Passo 1 — Prove a si mesmo que é D7, e não D8

Se o dinheiro chega porque fez trabalho este mês, pare e leia o guia do D8.

Passo 2 — Faça as contas para o seu agregado

Limiar mensal, mais a garantia de doze meses, mais a condição de «disponíveis em Portugal». Deixe margem: a variação cambial entre a preparação e a decisão já fez cair processos reais abaixo da linha.

Passo 3 — Obtenha NIF e abra conta bancária portuguesa

*Conselho Prático.* São pré-requisitos, não pormenores finais. Precisa do NIF para abrir a conta, da conta para guardar os fundos, e dos fundos no sítio antes de submeter — não depois de o visto ser concedido. Os não residentes podem normalmente obter NIF através de um representante fiscal português sem viajar.

Passo 4 — Trate do alojamento

Leia a secção Documentos antes de assinar seja o que for. O que a AIMA pede e o que um consulado pede não é a mesma coisa.

Passo 5 — Submeta no consulado

Candidate-se no consulado português ou centro VFS responsável pelo país onde reside legalmente — não naquele com a fila mais curta. Pague a taxa.

Passo 6 — Verifique o visto quando for emitido

*Requisito Oficial.* Um visto de residência é válido para duas entradas e quatro meses. Conte as datas exatas nele impressas e guarde a marcação da AIMA que normalmente é gerada com ele.

Passo 7 — Viaje e compareça presencialmente na AIMA

Documentos verificados, biometria recolhida, taxas da AIMA pagas. Leve originais; não presuma que o processo do consulado o acompanha até ao balcão.

Passo 8 — O cartão

Se aprovado, o cartão é produzido e enviado para a sua morada em Portugal. Válido dois anos e depois renovável por períodos sucessivos de três anos, enquanto continuar a cumprir as condições.

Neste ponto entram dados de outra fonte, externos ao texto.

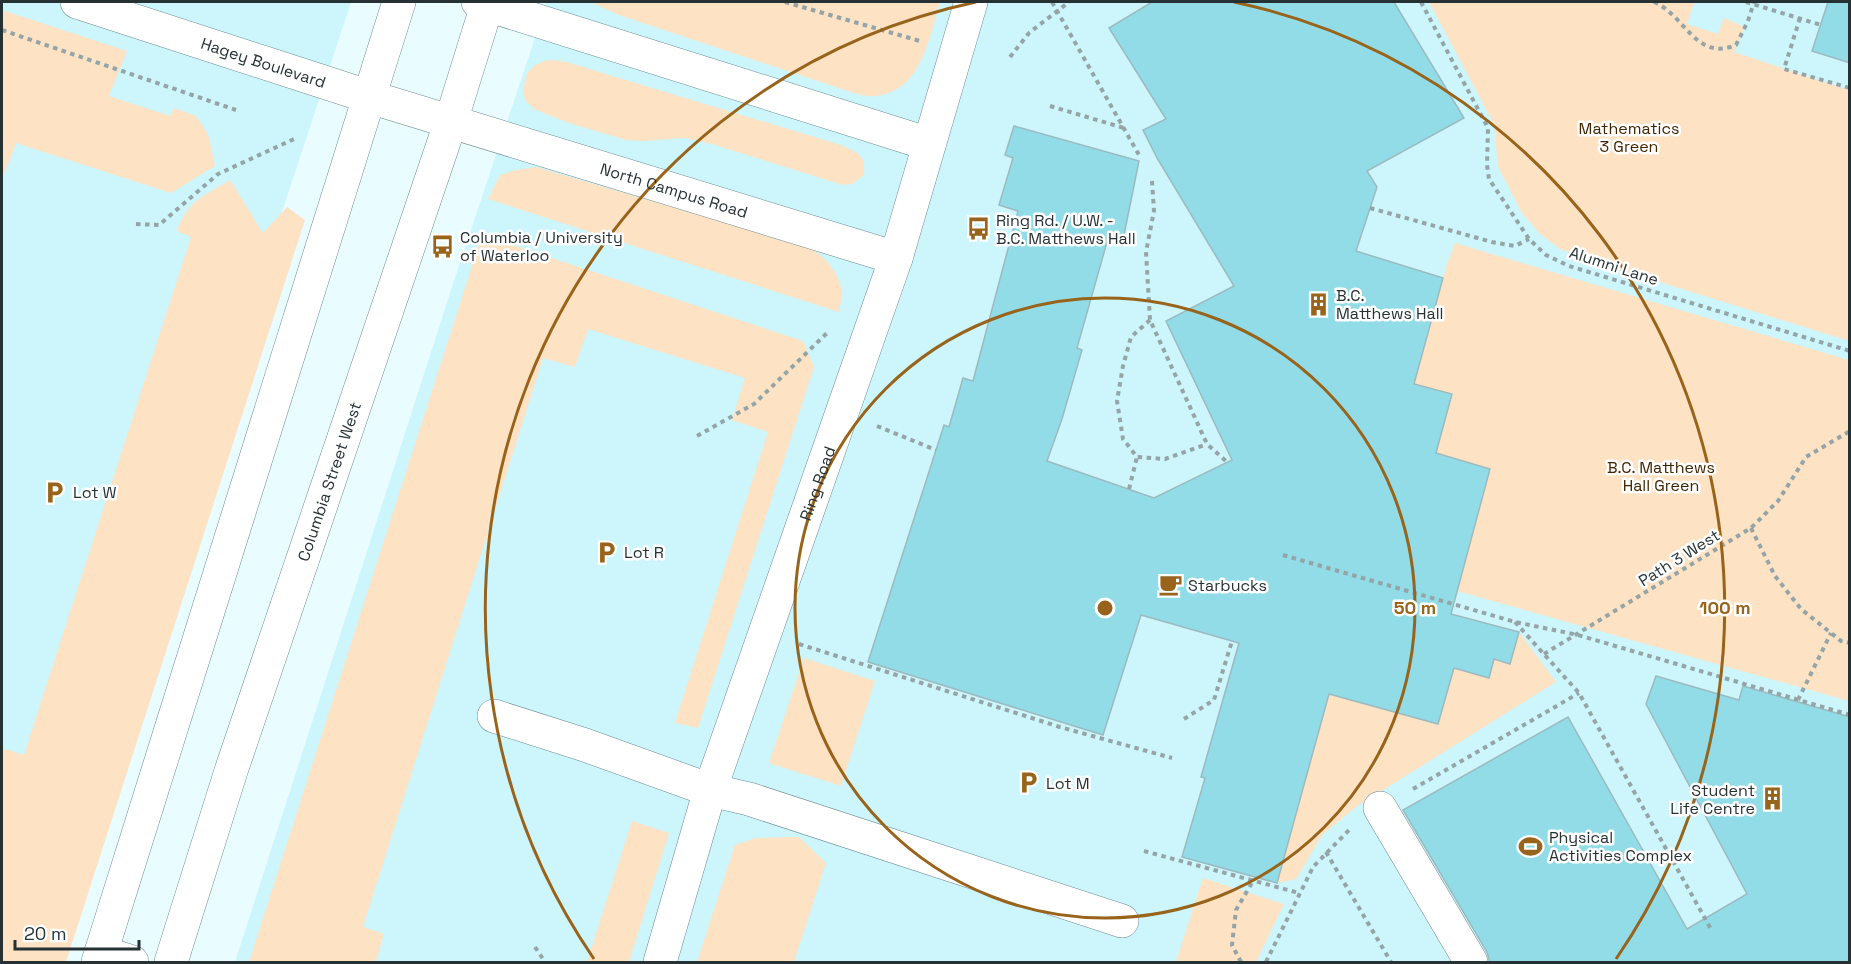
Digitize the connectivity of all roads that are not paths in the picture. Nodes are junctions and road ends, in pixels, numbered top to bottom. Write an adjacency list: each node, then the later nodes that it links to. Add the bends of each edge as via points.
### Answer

Documentos — e para que serve cada um

A lista exata é definida pela checklist do seu posto. Mas três itens estão rodeados de mais desinformação do que todo o resto do processo junto.

Prova de rendimento passivo

*Requisito Oficial.* O documento de origem mais o dinheiro a entrar. Cartas ou extratos de pensão; contratos de arrendamento registados com histórico de pagamentos; extratos de dividendos ou de corretora; contratos de royalties. E depois extratos bancários que mostrem o rendimento a entrar mesmo, mês após mês. *Erro comum:* um mês de extratos, ou uma única transferência avultada. Procura-se estabilidade, não um pico — e um depósito grande e inexplicado convida a perguntas sobre a sua origem.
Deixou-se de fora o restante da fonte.